(What you should do) Retype all the records with nothing changed.
BEGIN Material for this exercise
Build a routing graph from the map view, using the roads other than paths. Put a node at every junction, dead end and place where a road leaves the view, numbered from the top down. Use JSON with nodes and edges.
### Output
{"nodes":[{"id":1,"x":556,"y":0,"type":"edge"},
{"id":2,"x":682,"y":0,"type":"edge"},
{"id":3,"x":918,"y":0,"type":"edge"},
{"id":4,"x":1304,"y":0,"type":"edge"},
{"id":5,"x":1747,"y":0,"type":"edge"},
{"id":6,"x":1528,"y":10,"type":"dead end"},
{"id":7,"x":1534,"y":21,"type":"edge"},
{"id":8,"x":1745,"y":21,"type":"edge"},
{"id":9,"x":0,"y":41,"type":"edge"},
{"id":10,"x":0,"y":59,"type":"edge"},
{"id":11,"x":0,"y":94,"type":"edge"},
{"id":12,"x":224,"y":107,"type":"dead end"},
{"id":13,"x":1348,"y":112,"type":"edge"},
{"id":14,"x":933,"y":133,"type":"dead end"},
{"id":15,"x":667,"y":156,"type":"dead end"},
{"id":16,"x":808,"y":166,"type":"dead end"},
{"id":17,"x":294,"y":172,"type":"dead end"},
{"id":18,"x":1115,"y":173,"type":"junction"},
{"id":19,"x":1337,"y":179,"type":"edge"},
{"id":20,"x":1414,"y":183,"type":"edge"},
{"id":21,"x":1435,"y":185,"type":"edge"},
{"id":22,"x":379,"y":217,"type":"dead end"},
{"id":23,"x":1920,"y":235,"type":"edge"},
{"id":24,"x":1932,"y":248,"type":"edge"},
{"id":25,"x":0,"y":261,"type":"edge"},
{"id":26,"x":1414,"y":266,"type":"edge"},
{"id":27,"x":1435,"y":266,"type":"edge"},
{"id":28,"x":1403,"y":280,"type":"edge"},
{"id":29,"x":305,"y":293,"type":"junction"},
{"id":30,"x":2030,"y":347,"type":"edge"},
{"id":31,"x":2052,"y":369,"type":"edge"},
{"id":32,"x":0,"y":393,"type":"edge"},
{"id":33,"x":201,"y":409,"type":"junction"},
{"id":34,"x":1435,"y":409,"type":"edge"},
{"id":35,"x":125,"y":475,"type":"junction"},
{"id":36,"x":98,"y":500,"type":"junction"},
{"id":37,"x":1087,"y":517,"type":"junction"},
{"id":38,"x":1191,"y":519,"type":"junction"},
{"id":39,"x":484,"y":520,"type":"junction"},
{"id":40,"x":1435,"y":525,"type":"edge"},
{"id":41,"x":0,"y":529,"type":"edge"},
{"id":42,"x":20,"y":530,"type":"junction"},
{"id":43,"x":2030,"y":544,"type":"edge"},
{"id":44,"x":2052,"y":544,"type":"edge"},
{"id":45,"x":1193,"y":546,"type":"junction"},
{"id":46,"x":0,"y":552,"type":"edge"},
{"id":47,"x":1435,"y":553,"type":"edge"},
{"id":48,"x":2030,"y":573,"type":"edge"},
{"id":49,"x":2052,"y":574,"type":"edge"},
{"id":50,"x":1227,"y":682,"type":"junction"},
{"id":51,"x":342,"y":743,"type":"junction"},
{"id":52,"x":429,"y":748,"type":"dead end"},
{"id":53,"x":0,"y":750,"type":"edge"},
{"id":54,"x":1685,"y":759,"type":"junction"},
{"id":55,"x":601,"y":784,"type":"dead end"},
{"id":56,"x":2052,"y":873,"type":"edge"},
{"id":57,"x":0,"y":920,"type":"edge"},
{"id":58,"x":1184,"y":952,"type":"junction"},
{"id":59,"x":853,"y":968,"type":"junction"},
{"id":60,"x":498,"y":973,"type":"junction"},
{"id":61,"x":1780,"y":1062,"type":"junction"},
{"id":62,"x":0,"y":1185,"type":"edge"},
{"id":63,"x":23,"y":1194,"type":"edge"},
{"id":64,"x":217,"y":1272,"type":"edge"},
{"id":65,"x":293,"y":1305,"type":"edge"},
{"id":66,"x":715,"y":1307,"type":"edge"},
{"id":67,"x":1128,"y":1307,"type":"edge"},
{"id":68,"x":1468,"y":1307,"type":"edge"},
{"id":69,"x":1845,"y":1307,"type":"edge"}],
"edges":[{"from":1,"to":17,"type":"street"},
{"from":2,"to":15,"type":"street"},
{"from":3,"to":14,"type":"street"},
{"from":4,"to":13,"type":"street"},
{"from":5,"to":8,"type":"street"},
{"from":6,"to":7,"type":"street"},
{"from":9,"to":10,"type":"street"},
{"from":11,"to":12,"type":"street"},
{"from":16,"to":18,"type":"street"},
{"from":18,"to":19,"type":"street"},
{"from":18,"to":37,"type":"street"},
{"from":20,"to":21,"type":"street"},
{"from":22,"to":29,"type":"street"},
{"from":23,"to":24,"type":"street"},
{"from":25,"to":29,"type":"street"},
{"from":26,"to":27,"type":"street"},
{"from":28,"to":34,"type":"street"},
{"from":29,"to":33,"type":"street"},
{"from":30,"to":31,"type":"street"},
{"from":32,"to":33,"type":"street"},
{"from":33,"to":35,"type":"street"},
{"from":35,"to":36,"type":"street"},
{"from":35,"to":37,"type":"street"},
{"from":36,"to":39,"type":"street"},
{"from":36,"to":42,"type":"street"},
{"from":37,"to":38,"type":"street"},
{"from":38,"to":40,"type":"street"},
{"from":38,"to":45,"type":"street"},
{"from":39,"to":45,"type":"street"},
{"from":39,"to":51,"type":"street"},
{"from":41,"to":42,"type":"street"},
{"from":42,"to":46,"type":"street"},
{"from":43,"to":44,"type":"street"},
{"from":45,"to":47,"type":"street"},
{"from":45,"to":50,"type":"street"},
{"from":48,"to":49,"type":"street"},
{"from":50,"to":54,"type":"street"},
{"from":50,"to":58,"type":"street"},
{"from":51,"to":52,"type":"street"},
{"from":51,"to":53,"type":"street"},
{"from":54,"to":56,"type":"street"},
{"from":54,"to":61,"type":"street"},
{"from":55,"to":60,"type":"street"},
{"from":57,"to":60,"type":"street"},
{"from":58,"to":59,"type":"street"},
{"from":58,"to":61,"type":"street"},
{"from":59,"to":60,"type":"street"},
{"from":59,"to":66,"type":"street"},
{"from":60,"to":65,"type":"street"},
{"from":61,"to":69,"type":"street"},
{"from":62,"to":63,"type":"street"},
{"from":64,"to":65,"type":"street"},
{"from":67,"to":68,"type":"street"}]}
END Material for this exercise
(Your response)
Build a routing graph from the map view, using the roads other than paths. Put a node at every junction, dead end and place where a road leaves the view, numbered from the top down. Use JSON with nodes and edges.
### Output
{"nodes":[{"id":1,"x":556,"y":0,"type":"edge"},
{"id":2,"x":682,"y":0,"type":"edge"},
{"id":3,"x":918,"y":0,"type":"edge"},
{"id":4,"x":1304,"y":0,"type":"edge"},
{"id":5,"x":1747,"y":0,"type":"edge"},
{"id":6,"x":1528,"y":10,"type":"dead end"},
{"id":7,"x":1534,"y":21,"type":"edge"},
{"id":8,"x":1745,"y":21,"type":"edge"},
{"id":9,"x":0,"y":41,"type":"edge"},
{"id":10,"x":0,"y":59,"type":"edge"},
{"id":11,"x":0,"y":94,"type":"edge"},
{"id":12,"x":224,"y":107,"type":"dead end"},
{"id":13,"x":1348,"y":112,"type":"edge"},
{"id":14,"x":933,"y":133,"type":"dead end"},
{"id":15,"x":667,"y":156,"type":"dead end"},
{"id":16,"x":808,"y":166,"type":"dead end"},
{"id":17,"x":294,"y":172,"type":"dead end"},
{"id":18,"x":1115,"y":173,"type":"junction"},
{"id":19,"x":1337,"y":179,"type":"edge"},
{"id":20,"x":1414,"y":183,"type":"edge"},
{"id":21,"x":1435,"y":185,"type":"edge"},
{"id":22,"x":379,"y":217,"type":"dead end"},
{"id":23,"x":1920,"y":235,"type":"edge"},
{"id":24,"x":1932,"y":248,"type":"edge"},
{"id":25,"x":0,"y":261,"type":"edge"},
{"id":26,"x":1414,"y":266,"type":"edge"},
{"id":27,"x":1435,"y":266,"type":"edge"},
{"id":28,"x":1403,"y":280,"type":"edge"},
{"id":29,"x":305,"y":293,"type":"junction"},
{"id":30,"x":2030,"y":347,"type":"edge"},
{"id":31,"x":2052,"y":369,"type":"edge"},
{"id":32,"x":0,"y":393,"type":"edge"},
{"id":33,"x":201,"y":409,"type":"junction"},
{"id":34,"x":1435,"y":409,"type":"edge"},
{"id":35,"x":125,"y":475,"type":"junction"},
{"id":36,"x":98,"y":500,"type":"junction"},
{"id":37,"x":1087,"y":517,"type":"junction"},
{"id":38,"x":1191,"y":519,"type":"junction"},
{"id":39,"x":484,"y":520,"type":"junction"},
{"id":40,"x":1435,"y":525,"type":"edge"},
{"id":41,"x":0,"y":529,"type":"edge"},
{"id":42,"x":20,"y":530,"type":"junction"},
{"id":43,"x":2030,"y":544,"type":"edge"},
{"id":44,"x":2052,"y":544,"type":"edge"},
{"id":45,"x":1193,"y":546,"type":"junction"},
{"id":46,"x":0,"y":552,"type":"edge"},
{"id":47,"x":1435,"y":553,"type":"edge"},
{"id":48,"x":2030,"y":573,"type":"edge"},
{"id":49,"x":2052,"y":574,"type":"edge"},
{"id":50,"x":1227,"y":682,"type":"junction"},
{"id":51,"x":342,"y":743,"type":"junction"},
{"id":52,"x":429,"y":748,"type":"dead end"},
{"id":53,"x":0,"y":750,"type":"edge"},
{"id":54,"x":1685,"y":759,"type":"junction"},
{"id":55,"x":601,"y":784,"type":"dead end"},
{"id":56,"x":2052,"y":873,"type":"edge"},
{"id":57,"x":0,"y":920,"type":"edge"},
{"id":58,"x":1184,"y":952,"type":"junction"},
{"id":59,"x":853,"y":968,"type":"junction"},
{"id":60,"x":498,"y":973,"type":"junction"},
{"id":61,"x":1780,"y":1062,"type":"junction"},
{"id":62,"x":0,"y":1185,"type":"edge"},
{"id":63,"x":23,"y":1194,"type":"edge"},
{"id":64,"x":217,"y":1272,"type":"edge"},
{"id":65,"x":293,"y":1305,"type":"edge"},
{"id":66,"x":715,"y":1307,"type":"edge"},
{"id":67,"x":1128,"y":1307,"type":"edge"},
{"id":68,"x":1468,"y":1307,"type":"edge"},
{"id":69,"x":1845,"y":1307,"type":"edge"}],
"edges":[{"from":1,"to":17,"type":"street"},
{"from":2,"to":15,"type":"street"},
{"from":3,"to":14,"type":"street"},
{"from":4,"to":13,"type":"street"},
{"from":5,"to":8,"type":"street"},
{"from":6,"to":7,"type":"street"},
{"from":9,"to":10,"type":"street"},
{"from":11,"to":12,"type":"street"},
{"from":16,"to":18,"type":"street"},
{"from":18,"to":19,"type":"street"},
{"from":18,"to":37,"type":"street"},
{"from":20,"to":21,"type":"street"},
{"from":22,"to":29,"type":"street"},
{"from":23,"to":24,"type":"street"},
{"from":25,"to":29,"type":"street"},
{"from":26,"to":27,"type":"street"},
{"from":28,"to":34,"type":"street"},
{"from":29,"to":33,"type":"street"},
{"from":30,"to":31,"type":"street"},
{"from":32,"to":33,"type":"street"},
{"from":33,"to":35,"type":"street"},
{"from":35,"to":36,"type":"street"},
{"from":35,"to":37,"type":"street"},
{"from":36,"to":39,"type":"street"},
{"from":36,"to":42,"type":"street"},
{"from":37,"to":38,"type":"street"},
{"from":38,"to":40,"type":"street"},
{"from":38,"to":45,"type":"street"},
{"from":39,"to":45,"type":"street"},
{"from":39,"to":51,"type":"street"},
{"from":41,"to":42,"type":"street"},
{"from":42,"to":46,"type":"street"},
{"from":43,"to":44,"type":"street"},
{"from":45,"to":47,"type":"street"},
{"from":45,"to":50,"type":"street"},
{"from":48,"to":49,"type":"street"},
{"from":50,"to":54,"type":"street"},
{"from":50,"to":58,"type":"street"},
{"from":51,"to":52,"type":"street"},
{"from":51,"to":53,"type":"street"},
{"from":54,"to":56,"type":"street"},
{"from":54,"to":61,"type":"street"},
{"from":55,"to":60,"type":"street"},
{"from":57,"to":60,"type":"street"},
{"from":58,"to":59,"type":"street"},
{"from":58,"to":61,"type":"street"},
{"from":59,"to":60,"type":"street"},
{"from":59,"to":66,"type":"street"},
{"from":60,"to":65,"type":"street"},
{"from":61,"to":69,"type":"street"},
{"from":62,"to":63,"type":"street"},
{"from":64,"to":65,"type":"street"},
{"from":67,"to":68,"type":"street"}]}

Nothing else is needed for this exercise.